***** Study material

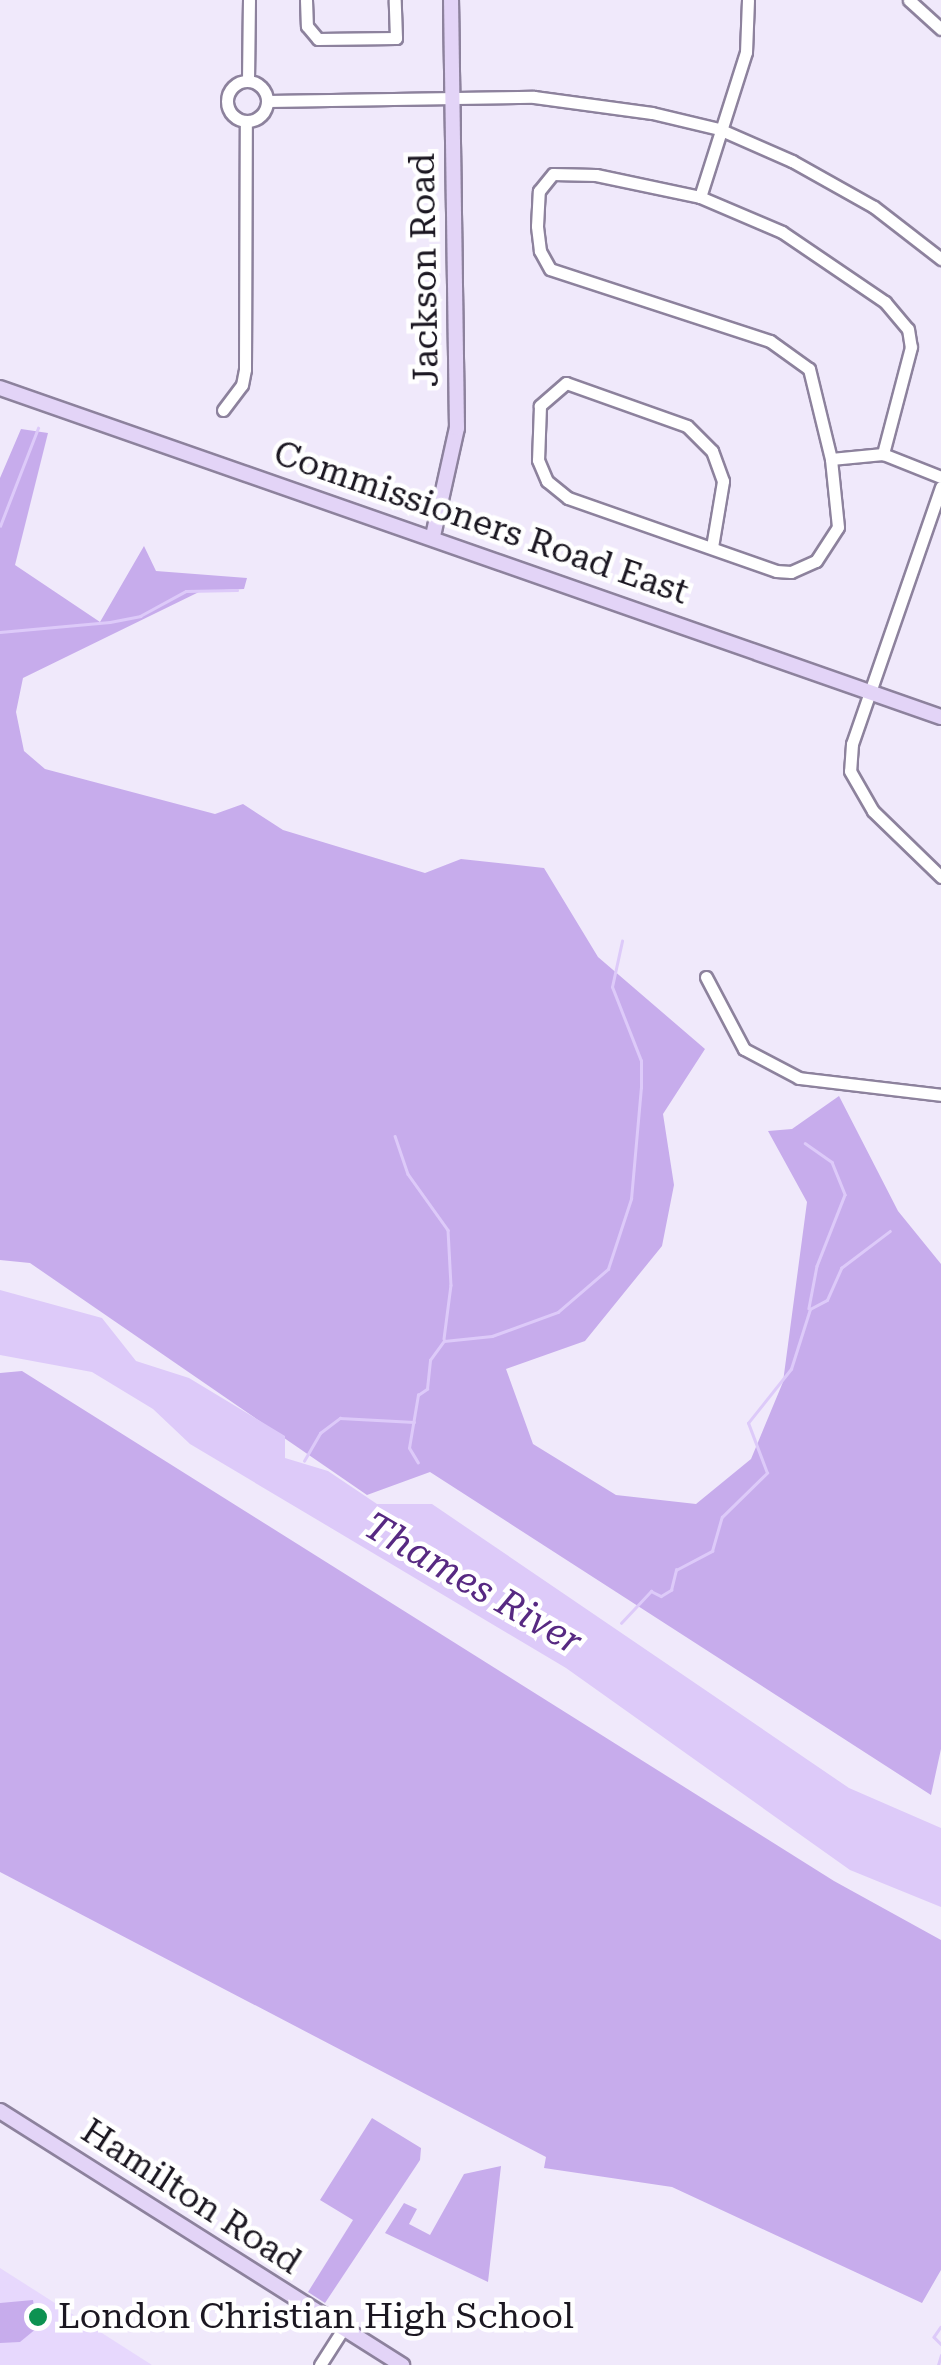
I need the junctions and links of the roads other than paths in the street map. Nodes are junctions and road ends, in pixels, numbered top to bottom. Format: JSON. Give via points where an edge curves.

**********
***** Study material

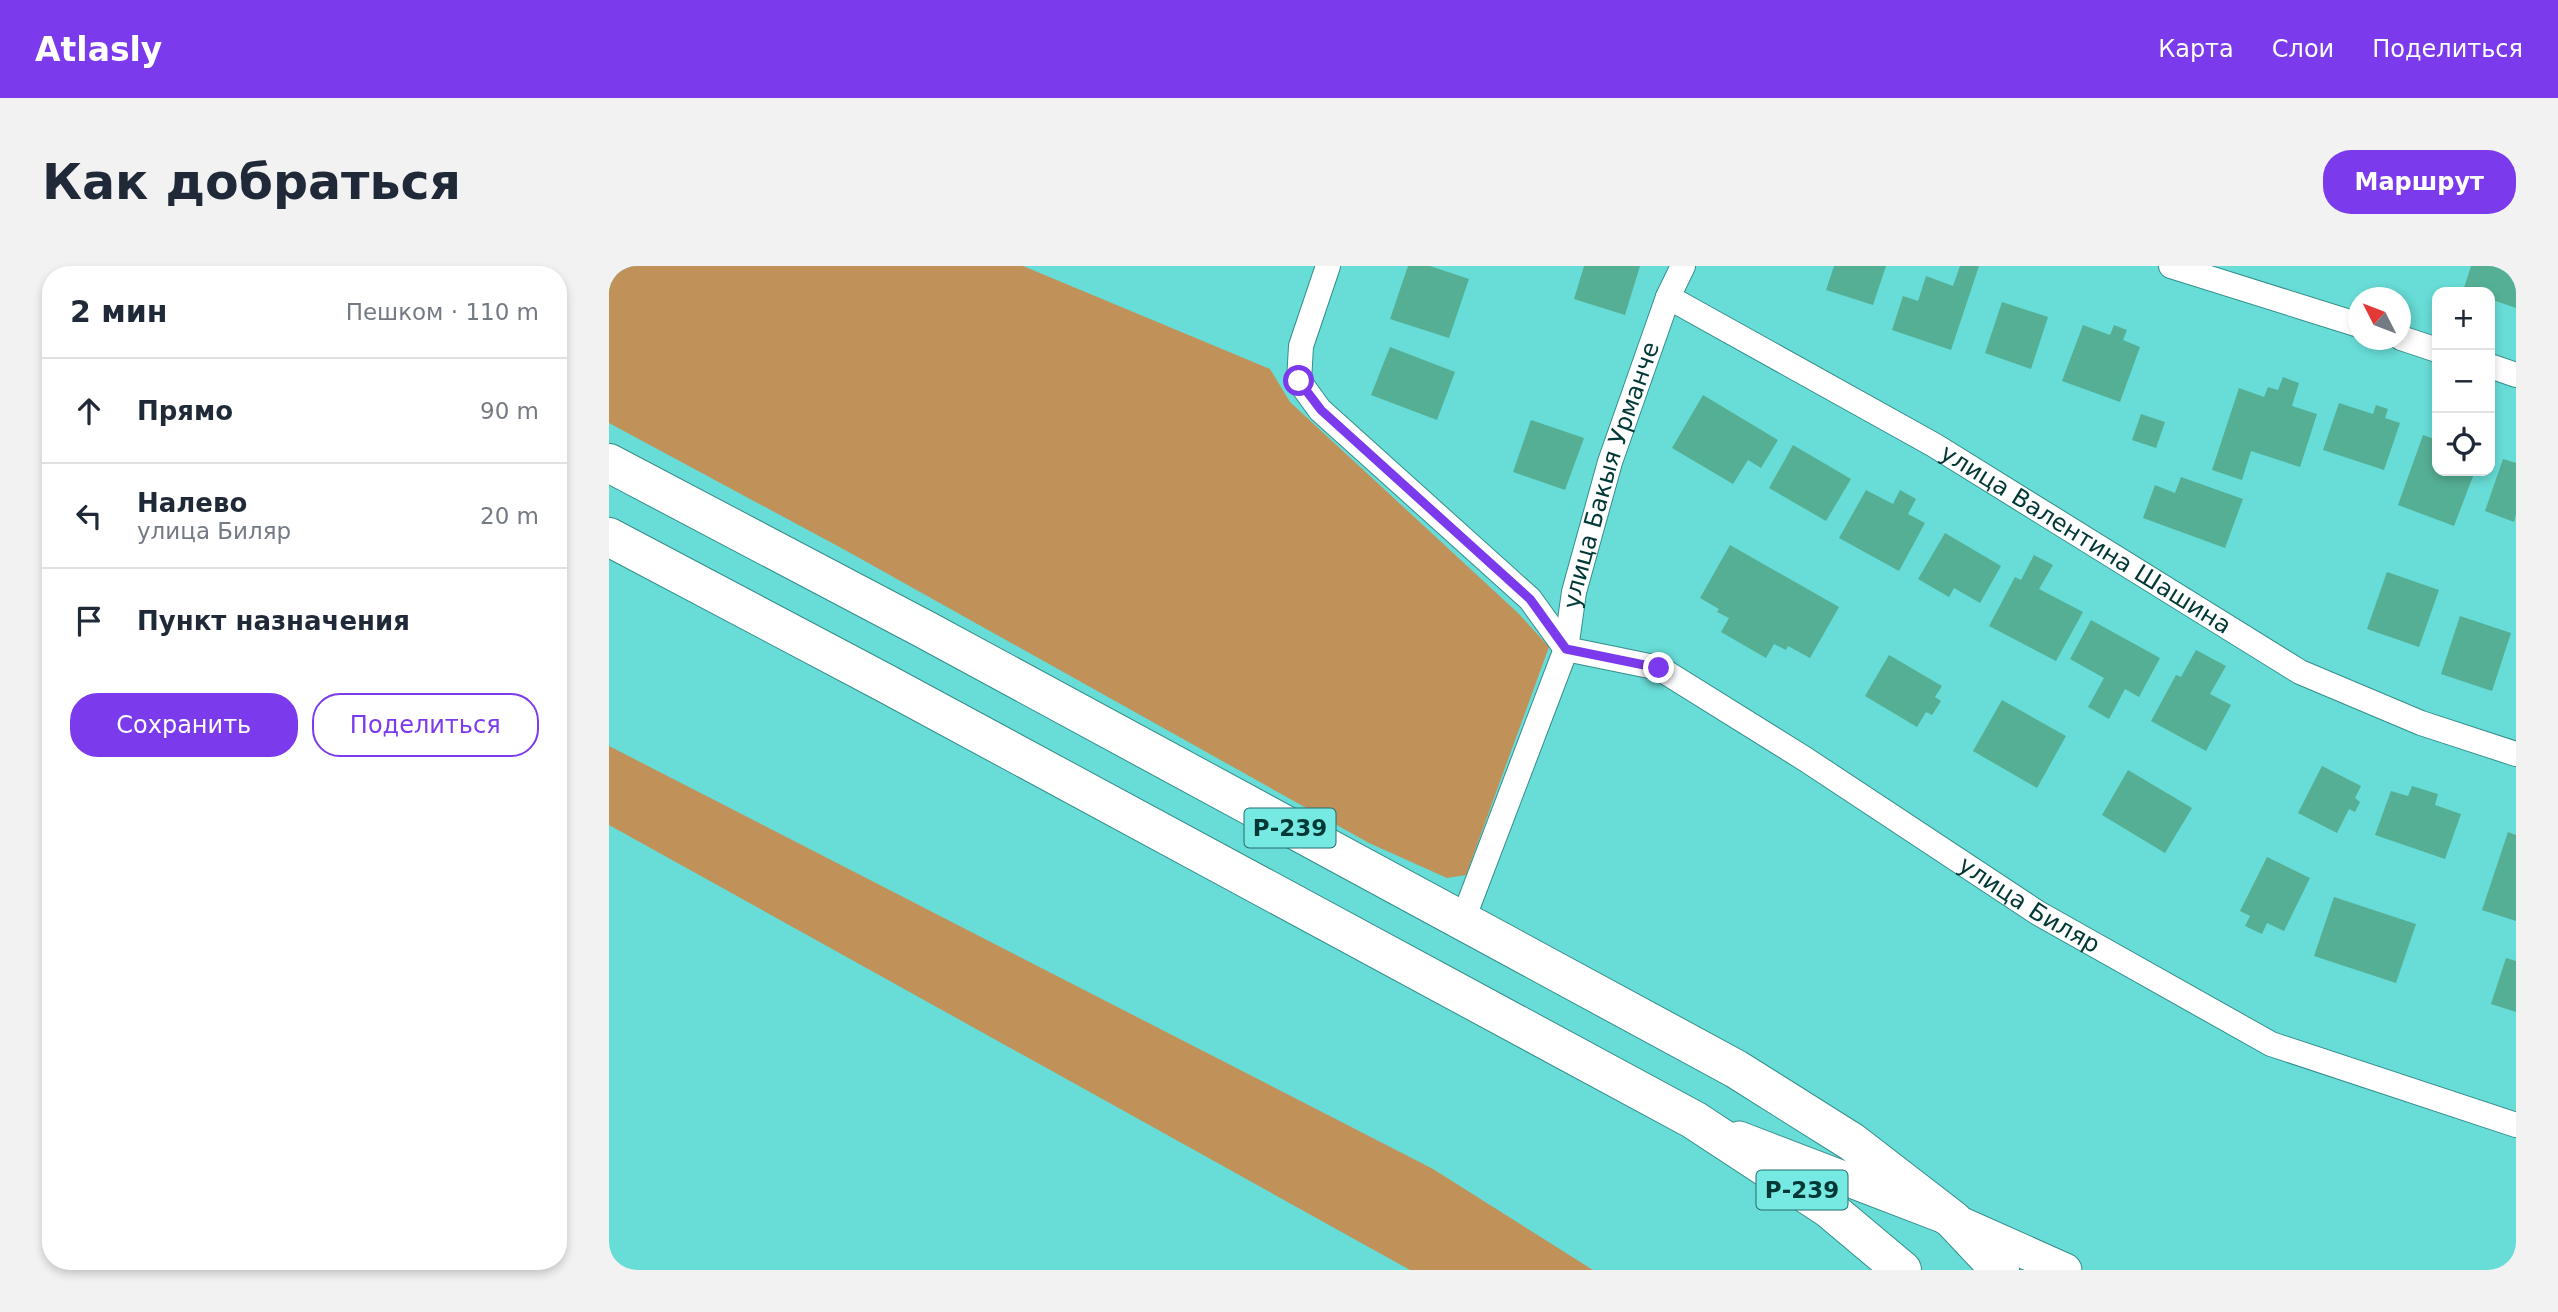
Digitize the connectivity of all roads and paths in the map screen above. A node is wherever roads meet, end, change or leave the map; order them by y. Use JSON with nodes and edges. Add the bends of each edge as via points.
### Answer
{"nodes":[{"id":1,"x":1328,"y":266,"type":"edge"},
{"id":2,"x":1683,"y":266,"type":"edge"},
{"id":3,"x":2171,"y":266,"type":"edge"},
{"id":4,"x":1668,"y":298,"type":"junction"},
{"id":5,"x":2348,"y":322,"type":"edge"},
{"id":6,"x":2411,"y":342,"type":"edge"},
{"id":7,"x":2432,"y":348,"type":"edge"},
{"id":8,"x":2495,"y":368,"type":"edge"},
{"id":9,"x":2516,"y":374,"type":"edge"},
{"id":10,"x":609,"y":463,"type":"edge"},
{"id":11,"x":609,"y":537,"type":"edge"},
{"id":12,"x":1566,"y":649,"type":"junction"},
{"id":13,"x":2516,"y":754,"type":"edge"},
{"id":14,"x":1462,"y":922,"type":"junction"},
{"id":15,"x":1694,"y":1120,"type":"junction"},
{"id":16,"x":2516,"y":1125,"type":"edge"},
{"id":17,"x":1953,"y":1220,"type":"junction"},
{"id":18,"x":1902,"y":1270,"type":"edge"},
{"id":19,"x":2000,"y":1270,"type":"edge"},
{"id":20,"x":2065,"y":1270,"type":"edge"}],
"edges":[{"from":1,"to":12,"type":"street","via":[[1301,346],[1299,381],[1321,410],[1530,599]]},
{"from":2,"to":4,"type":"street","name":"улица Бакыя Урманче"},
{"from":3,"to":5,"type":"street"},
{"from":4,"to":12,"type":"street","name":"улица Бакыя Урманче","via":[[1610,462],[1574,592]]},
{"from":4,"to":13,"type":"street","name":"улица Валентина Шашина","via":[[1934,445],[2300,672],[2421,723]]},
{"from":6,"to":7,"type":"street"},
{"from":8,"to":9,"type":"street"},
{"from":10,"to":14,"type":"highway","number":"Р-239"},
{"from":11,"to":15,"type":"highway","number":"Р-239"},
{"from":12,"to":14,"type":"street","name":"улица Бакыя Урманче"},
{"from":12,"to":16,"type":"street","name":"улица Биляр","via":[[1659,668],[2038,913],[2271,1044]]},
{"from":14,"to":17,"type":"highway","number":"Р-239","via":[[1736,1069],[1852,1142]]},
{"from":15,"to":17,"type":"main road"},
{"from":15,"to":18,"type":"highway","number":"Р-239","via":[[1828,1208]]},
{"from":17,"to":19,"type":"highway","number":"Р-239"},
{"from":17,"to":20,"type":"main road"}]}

**********

Task to carry out.
Pull out every line holding "roads" from the records above, and copy it.

The completed task.
I need the junctions and links of the roads other than paths in the street map. Nodes are junctions and road ends, in pixels, numbered top to bottom. Format: JSON. Give via points where an edge curves.
Digitize the connectivity of all roads and paths in the map screen above. A node is wherever roads meet, end, change or leave the map; order them by y. Use JSON with nodes and edges. Add the bends of each edge as via points.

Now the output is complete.